Start of Block

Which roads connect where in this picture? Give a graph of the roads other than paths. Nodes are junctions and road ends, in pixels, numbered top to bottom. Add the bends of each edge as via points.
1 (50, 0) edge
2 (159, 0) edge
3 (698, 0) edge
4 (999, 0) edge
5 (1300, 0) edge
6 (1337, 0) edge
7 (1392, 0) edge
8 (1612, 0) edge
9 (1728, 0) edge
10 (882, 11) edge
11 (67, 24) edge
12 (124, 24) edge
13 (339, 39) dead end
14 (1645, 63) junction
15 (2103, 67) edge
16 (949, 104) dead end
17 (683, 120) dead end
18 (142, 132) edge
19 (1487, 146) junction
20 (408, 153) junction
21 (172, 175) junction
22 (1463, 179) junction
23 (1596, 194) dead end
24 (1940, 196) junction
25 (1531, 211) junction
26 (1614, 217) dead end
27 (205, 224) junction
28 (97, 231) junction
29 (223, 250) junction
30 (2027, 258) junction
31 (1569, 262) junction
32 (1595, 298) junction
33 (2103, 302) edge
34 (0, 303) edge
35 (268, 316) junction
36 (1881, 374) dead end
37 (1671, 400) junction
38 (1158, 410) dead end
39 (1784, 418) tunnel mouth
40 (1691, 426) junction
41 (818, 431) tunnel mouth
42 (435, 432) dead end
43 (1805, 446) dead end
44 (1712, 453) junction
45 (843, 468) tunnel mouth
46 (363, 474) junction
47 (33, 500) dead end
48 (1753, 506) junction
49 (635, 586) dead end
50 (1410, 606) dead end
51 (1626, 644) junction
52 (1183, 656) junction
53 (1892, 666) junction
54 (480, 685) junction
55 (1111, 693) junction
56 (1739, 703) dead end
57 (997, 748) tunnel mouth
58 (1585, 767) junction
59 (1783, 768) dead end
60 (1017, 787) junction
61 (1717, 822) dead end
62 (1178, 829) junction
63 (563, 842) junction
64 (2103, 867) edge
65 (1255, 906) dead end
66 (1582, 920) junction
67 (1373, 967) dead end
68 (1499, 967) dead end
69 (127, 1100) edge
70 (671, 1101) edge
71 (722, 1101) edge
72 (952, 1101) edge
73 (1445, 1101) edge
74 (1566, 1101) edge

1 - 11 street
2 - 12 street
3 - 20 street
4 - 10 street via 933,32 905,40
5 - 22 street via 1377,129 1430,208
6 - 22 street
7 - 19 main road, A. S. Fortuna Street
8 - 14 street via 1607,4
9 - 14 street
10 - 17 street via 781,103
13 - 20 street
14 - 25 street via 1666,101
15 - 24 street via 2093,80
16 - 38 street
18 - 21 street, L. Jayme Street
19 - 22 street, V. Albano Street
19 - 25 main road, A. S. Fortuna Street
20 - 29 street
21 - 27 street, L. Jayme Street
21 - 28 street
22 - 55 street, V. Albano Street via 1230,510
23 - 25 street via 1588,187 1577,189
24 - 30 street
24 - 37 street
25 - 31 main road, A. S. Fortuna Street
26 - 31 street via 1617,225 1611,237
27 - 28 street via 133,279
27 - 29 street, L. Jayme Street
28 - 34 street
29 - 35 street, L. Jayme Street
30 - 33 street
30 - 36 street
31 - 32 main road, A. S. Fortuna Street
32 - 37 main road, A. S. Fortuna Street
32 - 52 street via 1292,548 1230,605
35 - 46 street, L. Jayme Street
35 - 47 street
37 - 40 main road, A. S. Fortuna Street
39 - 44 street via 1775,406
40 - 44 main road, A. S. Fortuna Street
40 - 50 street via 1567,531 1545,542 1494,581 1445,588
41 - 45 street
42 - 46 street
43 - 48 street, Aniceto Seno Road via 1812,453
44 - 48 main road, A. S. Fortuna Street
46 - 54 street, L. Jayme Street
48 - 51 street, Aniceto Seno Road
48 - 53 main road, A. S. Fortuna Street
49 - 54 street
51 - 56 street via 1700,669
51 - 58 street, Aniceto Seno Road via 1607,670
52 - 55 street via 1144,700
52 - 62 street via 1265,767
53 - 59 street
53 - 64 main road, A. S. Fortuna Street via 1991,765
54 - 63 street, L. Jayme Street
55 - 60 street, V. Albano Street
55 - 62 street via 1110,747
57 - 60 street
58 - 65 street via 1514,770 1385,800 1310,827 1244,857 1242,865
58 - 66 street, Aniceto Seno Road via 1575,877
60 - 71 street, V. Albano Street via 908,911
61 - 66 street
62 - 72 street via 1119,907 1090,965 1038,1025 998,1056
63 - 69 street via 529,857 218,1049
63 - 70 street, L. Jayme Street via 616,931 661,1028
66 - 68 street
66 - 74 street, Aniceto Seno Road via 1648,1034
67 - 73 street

End of Block
Start of Block

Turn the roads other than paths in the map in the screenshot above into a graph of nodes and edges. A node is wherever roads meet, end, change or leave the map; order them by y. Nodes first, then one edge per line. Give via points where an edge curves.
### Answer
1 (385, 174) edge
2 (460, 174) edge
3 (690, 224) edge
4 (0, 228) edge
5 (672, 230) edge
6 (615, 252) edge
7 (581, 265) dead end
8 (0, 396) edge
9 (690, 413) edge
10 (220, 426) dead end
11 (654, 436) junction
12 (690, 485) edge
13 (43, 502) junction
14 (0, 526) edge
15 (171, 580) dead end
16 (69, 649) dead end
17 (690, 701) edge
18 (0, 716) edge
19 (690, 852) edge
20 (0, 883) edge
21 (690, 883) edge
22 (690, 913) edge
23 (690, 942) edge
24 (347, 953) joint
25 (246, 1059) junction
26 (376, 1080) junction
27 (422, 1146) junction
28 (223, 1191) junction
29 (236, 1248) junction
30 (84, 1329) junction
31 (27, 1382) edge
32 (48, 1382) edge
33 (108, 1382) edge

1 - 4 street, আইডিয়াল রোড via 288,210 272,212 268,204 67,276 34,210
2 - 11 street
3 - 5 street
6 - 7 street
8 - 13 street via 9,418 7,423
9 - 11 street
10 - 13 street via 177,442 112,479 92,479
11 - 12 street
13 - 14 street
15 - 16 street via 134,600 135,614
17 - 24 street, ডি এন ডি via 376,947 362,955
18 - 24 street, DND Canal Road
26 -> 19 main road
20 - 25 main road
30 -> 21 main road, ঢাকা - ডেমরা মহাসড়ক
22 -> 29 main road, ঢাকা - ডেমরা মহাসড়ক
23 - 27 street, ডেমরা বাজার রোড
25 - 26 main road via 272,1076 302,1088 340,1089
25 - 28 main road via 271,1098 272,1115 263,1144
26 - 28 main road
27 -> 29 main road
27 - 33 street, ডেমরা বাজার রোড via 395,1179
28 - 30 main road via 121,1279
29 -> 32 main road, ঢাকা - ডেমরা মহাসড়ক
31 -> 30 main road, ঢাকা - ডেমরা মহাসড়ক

End of Block

How many lines in this material contain the string "Jayme"? State the number alone.

**OUTPUT FOR THIS EXERCISE**
8